Empecé a frecuentar a Horacio González cuando arrancó Carta Abierta, espacio del que junto a otros amigos y compañeros, como Jaime Sorín, fuimos fundadores, si se me disculpa la autorreferencia.
Lo conocía por sus escritos, artículos periodísticos pero, hasta entonces, nunca lo había tenido tan cerca como aquella tarde en el primer piso de la Librería Gandhi.
Las alocuciones de Horacio empezaban como un murmullo ininteligible, indescifrable para una mayoría distraída: el anuncio de un sopor irreductible. De repente, sin variar el tono ni elevar la voz, nos sacudía con un concepto, con una –casi imperativa- a invitación pensar. Y el clima cambiaba, se instalaba el debate, la discusión, el fervor militante, el arte, la literatura, la filosofía. Y esa atmósfera imperaba hasta el final del encuentro.
Con esa misma placidez con que disfrazaba sus profundidades, le ponía freno a las vanidades, jactancias y egos potentes de algunas vacas sagradas de la intelectualidad autóctona, cuando en las reuniones de Carta Abierta los sábados en la Biblioteca Nacional, se desmarcaban del debate principal. Lo hacía con extrema dulzura y una sonrisa permanente en sus labios.
Horacio guardaba la candidez de un niño feliz, que reía de sus propias acechanzas. Trasmitía una placentera invitación a militar el pensamiento. Y ese pensamiento era el peronismo. Siempre.
En 2009, después de la derrota electoral, se hizo la reunión de Carta en el Parque Lezama. Horacio, estaba muy activo, mientras otros hablaban él no participaba y se reía, y se reía cómplice, todo el tiempo, tapándose la boca con la mano.

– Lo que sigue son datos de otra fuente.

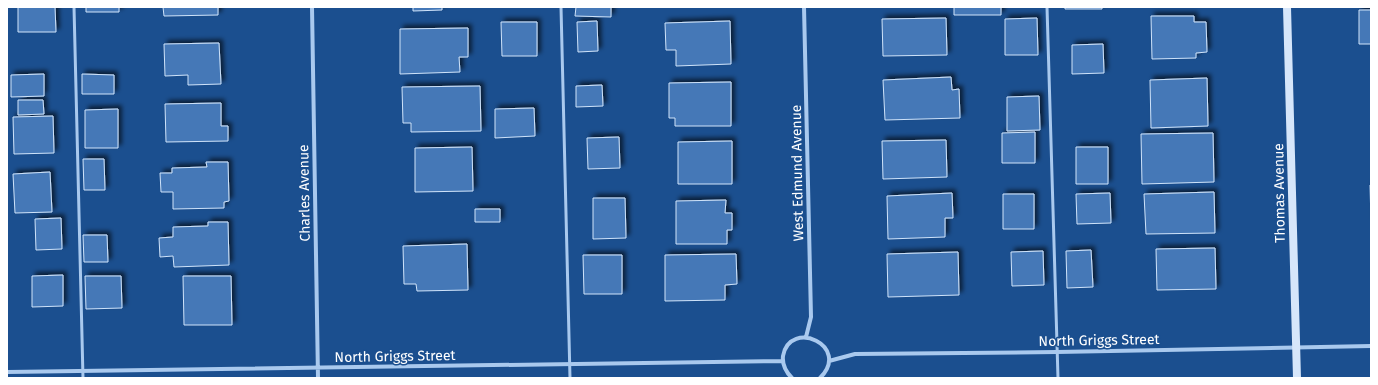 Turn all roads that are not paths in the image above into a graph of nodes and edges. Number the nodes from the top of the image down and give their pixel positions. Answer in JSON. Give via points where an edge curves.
{"nodes":[{"id":1,"x":74,"y":7,"type":"edge"},
{"id":2,"x":312,"y":7,"type":"edge"},
{"id":3,"x":561,"y":7,"type":"edge"},
{"id":4,"x":804,"y":7,"type":"edge"},
{"id":5,"x":1048,"y":7,"type":"edge"},
{"id":6,"x":1287,"y":7,"type":"edge"},
{"id":7,"x":806,"y":337,"type":"junction"},
{"id":8,"x":1371,"y":346,"type":"edge"},
{"id":9,"x":1296,"y":348,"type":"junction"},
{"id":10,"x":1057,"y":352,"type":"junction"},
{"id":11,"x":783,"y":361,"type":"junction"},
{"id":12,"x":829,"y":362,"type":"junction"},
{"id":13,"x":570,"y":364,"type":"junction"},
{"id":14,"x":317,"y":368,"type":"junction"},
{"id":15,"x":7,"y":372,"type":"edge"},
{"id":16,"x":83,"y":372,"type":"junction"},
{"id":17,"x":83,"y":378,"type":"edge"},
{"id":18,"x":318,"y":378,"type":"edge"},
{"id":19,"x":570,"y":378,"type":"edge"},
{"id":20,"x":792,"y":378,"type":"edge"},
{"id":21,"x":820,"y":378,"type":"edge"},
{"id":22,"x":1058,"y":378,"type":"edge"},
{"id":23,"x":1297,"y":378,"type":"edge"}],
"edges":[{"from":1,"to":16,"type":"lane"},
{"from":2,"to":14,"type":"street","name":"Charles Avenue"},
{"from":3,"to":13,"type":"lane"},
{"from":4,"to":7,"type":"street","name":"West Edmund Avenue","via":[[811,318]]},
{"from":5,"to":10,"type":"lane"},
{"from":6,"to":9,"type":"street","name":"Thomas Avenue"},
{"from":7,"to":11,"type":"street","via":[[799,338],[787,347]]},
{"from":7,"to":12,"type":"street","via":[[813,338],[825,347]]},
{"from":8,"to":9,"type":"street","name":"North Griggs Street"},
{"from":9,"to":10,"type":"street","name":"North Griggs Street"},
{"from":9,"to":23,"type":"street","name":"Thomas Avenue"},
{"from":10,"to":12,"type":"street","name":"North Griggs Street","via":[[855,354]]},
{"from":10,"to":22,"type":"lane"},
{"from":11,"to":13,"type":"street","name":"North Griggs Street"},
{"from":11,"to":20,"type":"street","via":[[786,372]]},
{"from":12,"to":21,"type":"street"},
{"from":13,"to":14,"type":"street","name":"North Griggs Street"},
{"from":13,"to":19,"type":"lane"},
{"from":14,"to":16,"type":"street","name":"North Griggs Street"},
{"from":14,"to":18,"type":"street","name":"Charles Avenue"},
{"from":15,"to":16,"type":"street","name":"North Griggs Street"},
{"from":16,"to":17,"type":"lane"}]}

Todos intuíamos que algo estaba por pasar pero ni imaginábamos que ese torbellino de compañeros y compañeras, que irrumpió desde Defensa por Brasil, envolvía la figura desgarbada de Néstor Kirchner, que hacía su primera aparición pública después de las elecciones. Sólo Horacio y unos pocos lo sabían.
Durante los diez años que Horacio González dirigió la Biblioteca Nacional, tejió una estrecha relación con las organizaciones gremiales. Desde Upcn destacan de él su compromiso permanente con las necesidades de los trabajadores: no eludía ni postergaba, trataba de encontrar la solución. Un funcionario político que sobresalió por su conciencia, compromiso social y que no fue indiferente a ningún reclamo.
Fue el único director de la Biblioteca Nacional aclamado, en 2015 al finalizar su mandato, por cientos de trabajadores que lo despidieron con aplausos en la explanada al grito de “No se va, Horacio, no se va”.
Cuando Estado Joven se mudó de Radio Palermo a Cooperativa lo tuvimos como nuestro primer invitado.
Rodrigo De Echeandía recuerda su “metodología” generosa de aceptar todas las opiniones: siempre rescataba algo de cada opinión, algún valor. En estos tiempos en que algunos conceptos aparecen bastardeados, vacíos de significado o empleados de manera engañosa, Horacio González se muestra como un real demócrata, por esa condición de escuchar y valorar todos los puntos de vista, aun los más adversos. El respeto como forma de vida en una actitud siempre contemplativa hacia el otro.
Leía todo lo que le acercaban y, con generosidad y enorme humildad, devolvía su opinión y hasta se prestaba a debatir por teléfono, en algún pasillo o en la oficina. Irradiaba afecto al dedicarle tiempo y calidez humana a esas lecturas.
La última vez que estuve con él fue en el cumpleaños de la compañera Leticia Manauta: guardo un cálido recuerdo de aquel encuentro, todos parecíamos sentirnos felices compartiendo esa mesa enorme. Él había salido de otro episodio de salud. Liliana, su compañera, le elegía con gran amor lo que podía comer y Horacio nos dedicaba su conversación un rato a cada uno, mientras sostenía su copa de vino en esa larga noche que nadie quería ver terminar.